What does it matter to understand the reason for this excessive build up in security at what should be a celebration within our once-famous democracy? As a child, I always held the Inauguration to be a symbol of hope in a free country, a great American event honoring the induction of a respected new leader, an actualization of our Constitutional Preamble, giving meaning to the words we say in the pledge of allegiance. Now this second-term, barely-elected President has changed all that. Now this Inauguration is but still another symbol of fear; cast as a dark shadow over our hope for a future that we were building, before George W. Bush stole the Presidency.
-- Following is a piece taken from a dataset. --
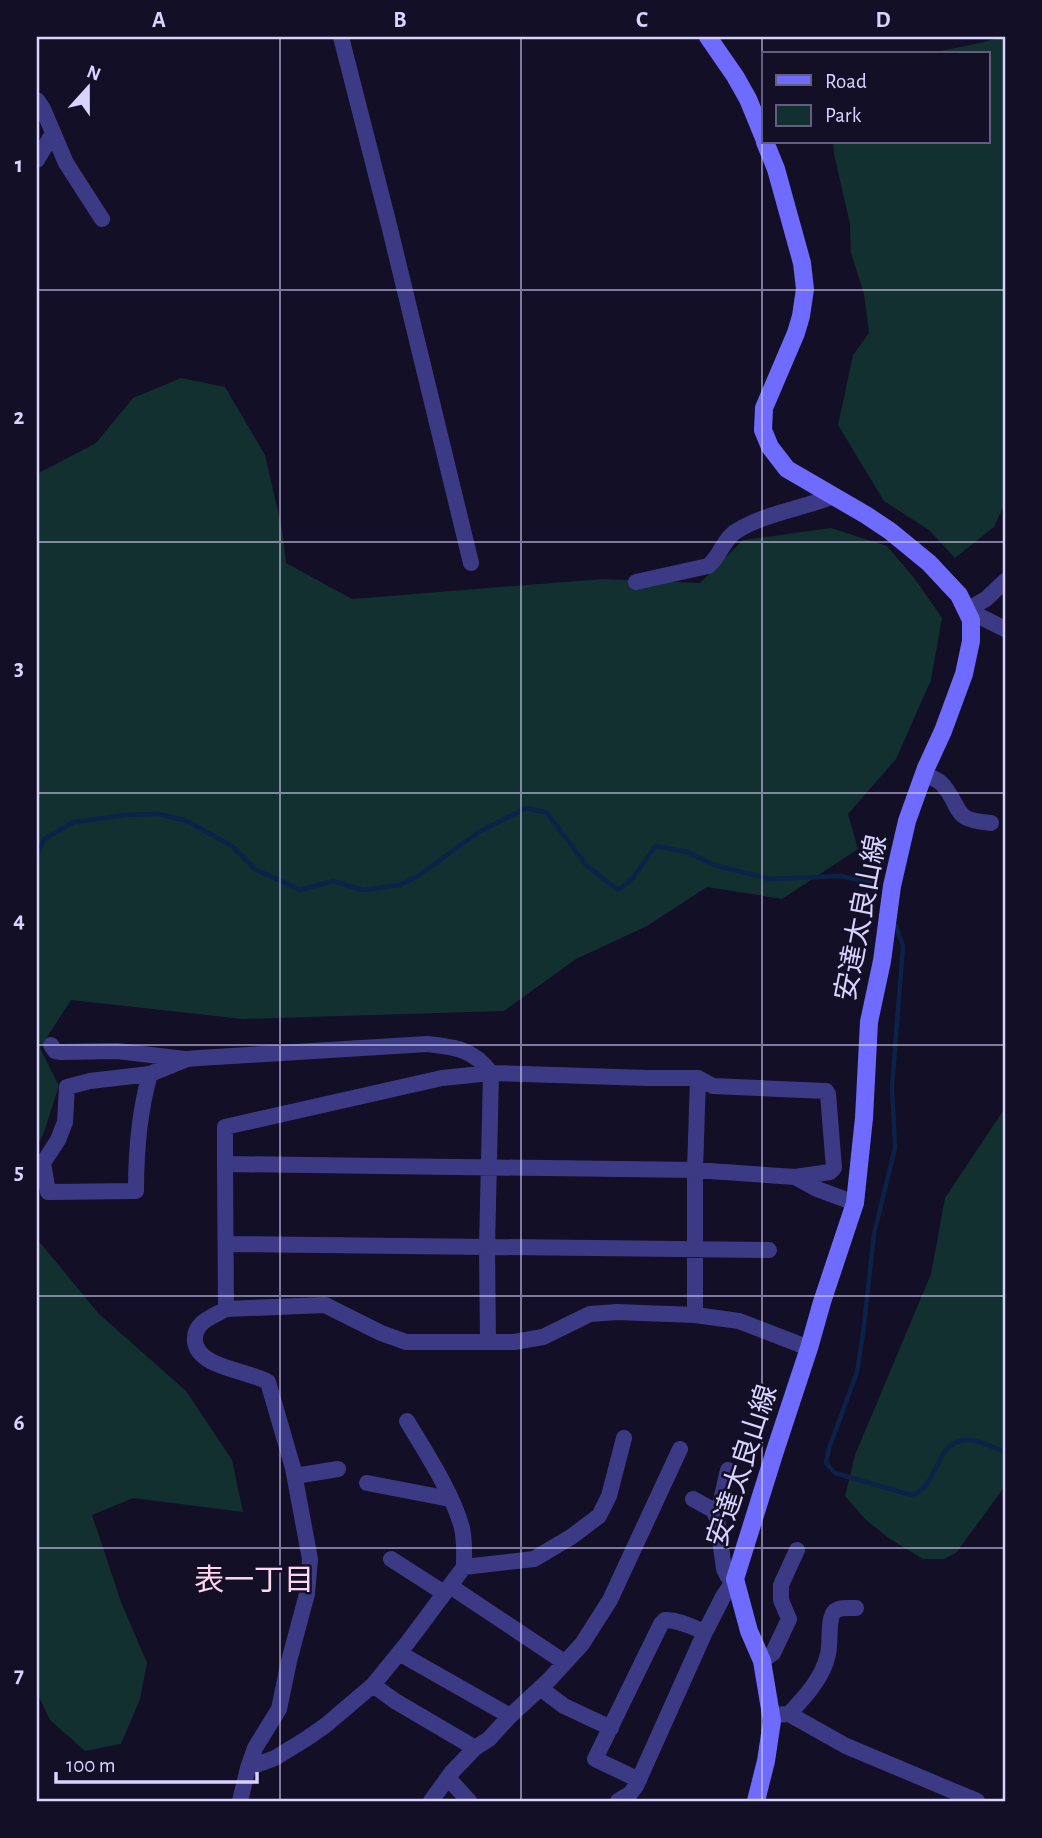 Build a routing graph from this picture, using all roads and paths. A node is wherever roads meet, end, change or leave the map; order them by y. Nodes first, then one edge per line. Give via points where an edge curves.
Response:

What do we tell the children? What do today’s children believe about our country? What will they hold sacred as tomorrow’s truths?

With George W. Bush as our President, we seem to be losing sight of decades of progress toward the reduction of nuclear proliferation. We seem to be sacrificing our position of world leadership in matters of earth’s stewardship and the promotion of nations at peace and finding human prosperity. We seem to be losing the long-earned respect of our allies. George W. Bush appears to have his own selfish agenda and clearly showing us that he not a man of vision nor a person of greatness. His Presidency seems to be all about greed and power. What do the children think?

Tomorrow will be sad day, a black-arm-banded day, a day to mourn the losses. The President is posturing to honor the military personnel, who fight his war and the loss of life in that his unfortunate and misdirected order. But it is a day to also mourn the loss of our liberty to this President’s self-imposed fear and hatred of things that he cannot understand.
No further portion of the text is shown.